Cumhuriyeti'nin 100. Kuruluş yıldönümünde Kalpaklı Mustafa Kemal posteri…

Cumhurbaşkanlığı seçiminin ikinci turunun ardından resmi olmayan sonuçlara göre Türkiye'nin 13. Cumhurbaşkanlığına Recep Tayyip Erdoğan'ın seçildiği belirginleşince Erdoğan'ın balkon konuşması yapacağı Beştepe'deki Cumhurbaşkanlığı Külliyesi'ne, Mustafa Kemal Atatürk'ün kalpaklı posteri asılması yeni dönemin önemli bir parametresi.

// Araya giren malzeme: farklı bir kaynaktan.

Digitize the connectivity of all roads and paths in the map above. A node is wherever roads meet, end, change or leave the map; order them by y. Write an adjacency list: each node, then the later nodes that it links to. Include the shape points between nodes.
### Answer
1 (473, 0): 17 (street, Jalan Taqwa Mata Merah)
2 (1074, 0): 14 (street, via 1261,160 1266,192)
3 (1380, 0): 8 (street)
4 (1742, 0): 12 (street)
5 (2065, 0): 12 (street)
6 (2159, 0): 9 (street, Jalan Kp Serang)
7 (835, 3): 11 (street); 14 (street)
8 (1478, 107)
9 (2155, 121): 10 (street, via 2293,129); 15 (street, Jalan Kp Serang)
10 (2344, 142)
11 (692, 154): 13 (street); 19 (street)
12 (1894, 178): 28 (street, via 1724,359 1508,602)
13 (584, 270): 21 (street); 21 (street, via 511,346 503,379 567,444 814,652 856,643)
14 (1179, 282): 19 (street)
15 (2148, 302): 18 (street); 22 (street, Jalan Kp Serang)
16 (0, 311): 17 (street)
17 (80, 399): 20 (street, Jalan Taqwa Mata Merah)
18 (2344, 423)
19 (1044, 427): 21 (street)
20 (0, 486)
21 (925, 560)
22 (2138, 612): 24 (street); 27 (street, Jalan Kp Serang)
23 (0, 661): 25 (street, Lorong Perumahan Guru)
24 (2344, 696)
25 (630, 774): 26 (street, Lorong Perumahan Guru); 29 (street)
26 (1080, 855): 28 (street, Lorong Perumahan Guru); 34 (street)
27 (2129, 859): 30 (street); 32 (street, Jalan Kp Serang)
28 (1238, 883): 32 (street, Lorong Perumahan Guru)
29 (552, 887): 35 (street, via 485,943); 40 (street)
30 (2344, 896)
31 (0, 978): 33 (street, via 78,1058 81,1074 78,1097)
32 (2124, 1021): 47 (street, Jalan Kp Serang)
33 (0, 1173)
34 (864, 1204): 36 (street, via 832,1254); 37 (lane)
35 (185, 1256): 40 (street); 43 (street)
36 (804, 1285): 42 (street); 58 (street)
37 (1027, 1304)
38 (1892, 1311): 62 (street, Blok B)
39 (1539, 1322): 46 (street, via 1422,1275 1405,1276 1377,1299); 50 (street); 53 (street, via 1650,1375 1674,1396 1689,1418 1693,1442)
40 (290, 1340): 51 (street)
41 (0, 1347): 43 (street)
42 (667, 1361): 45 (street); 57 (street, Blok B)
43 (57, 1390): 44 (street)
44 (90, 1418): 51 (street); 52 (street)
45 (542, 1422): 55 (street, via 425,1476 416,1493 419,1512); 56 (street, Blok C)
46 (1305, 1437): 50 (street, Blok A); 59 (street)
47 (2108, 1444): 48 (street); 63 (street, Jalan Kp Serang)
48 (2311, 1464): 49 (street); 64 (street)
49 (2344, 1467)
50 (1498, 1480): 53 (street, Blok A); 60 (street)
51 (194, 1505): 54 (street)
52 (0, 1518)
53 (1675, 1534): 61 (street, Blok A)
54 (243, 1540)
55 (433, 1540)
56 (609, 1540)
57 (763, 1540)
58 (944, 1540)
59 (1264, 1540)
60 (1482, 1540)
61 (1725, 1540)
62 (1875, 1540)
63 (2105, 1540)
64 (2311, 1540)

Erdoğan'ın seçim zaferi konuşmasını gelenekselleştiği şekilde AK Parti genel merkezindeki balkondan değil de Külliye’den yapmasının ikonik bir anlamı var mı?

Cihanşumül Kadim Türk Devleti'nin Ankara'dan Beştepe'den verdiği mesajın nasıl anlaşıldığını veya hükümet tarafından yeni kadrolarla nasıl uygulanacağını ileriki günlerde göreceğiz.

Adam kazandı!..

Hatırlarsanız Cumhuriyet Halk Partisi’nin Cumhurbaşkanı adayı Muharrem İnce, 2018’deki seçim gecesinde ortadan kaybolup “Adam kazandı diye sosyal medyadan mesaj paylaşmıştı.

Muhtemelen onun bu paylaşımı, AK Partililerin dikkatini çekmiş olmalı ki; seçim afişlerinde “Doğru zaman Doğru adam" sloganını kullandılar.

Arap medyasında Erdoğan için 'Yüzüklerin Efendisi'nden yapılan anoloj ile 'Seçimlerin Efendisi' denilmiş.

Rizeli Ahmet ve Tenzile Erdoğan çiftinin beş çocuğundan biri olan Recep Tayyip Erdoğan, beğenin veya beğenmeyin “seçim kaybetmeyen politikacı” olarak Türk Siyasi tarihine ismini silinmez altın harflerle yazdırdı.

Bu ne Kurtuluş Savaşı'nın kudretli albayı İsmet İnönü ne barajlar kralı Süleyman Demirel ne ekonomin sihirbazı Turgut Özal ne de Prof. Dr. Necmettin Erbakan'a nasip olmayan bir başarı.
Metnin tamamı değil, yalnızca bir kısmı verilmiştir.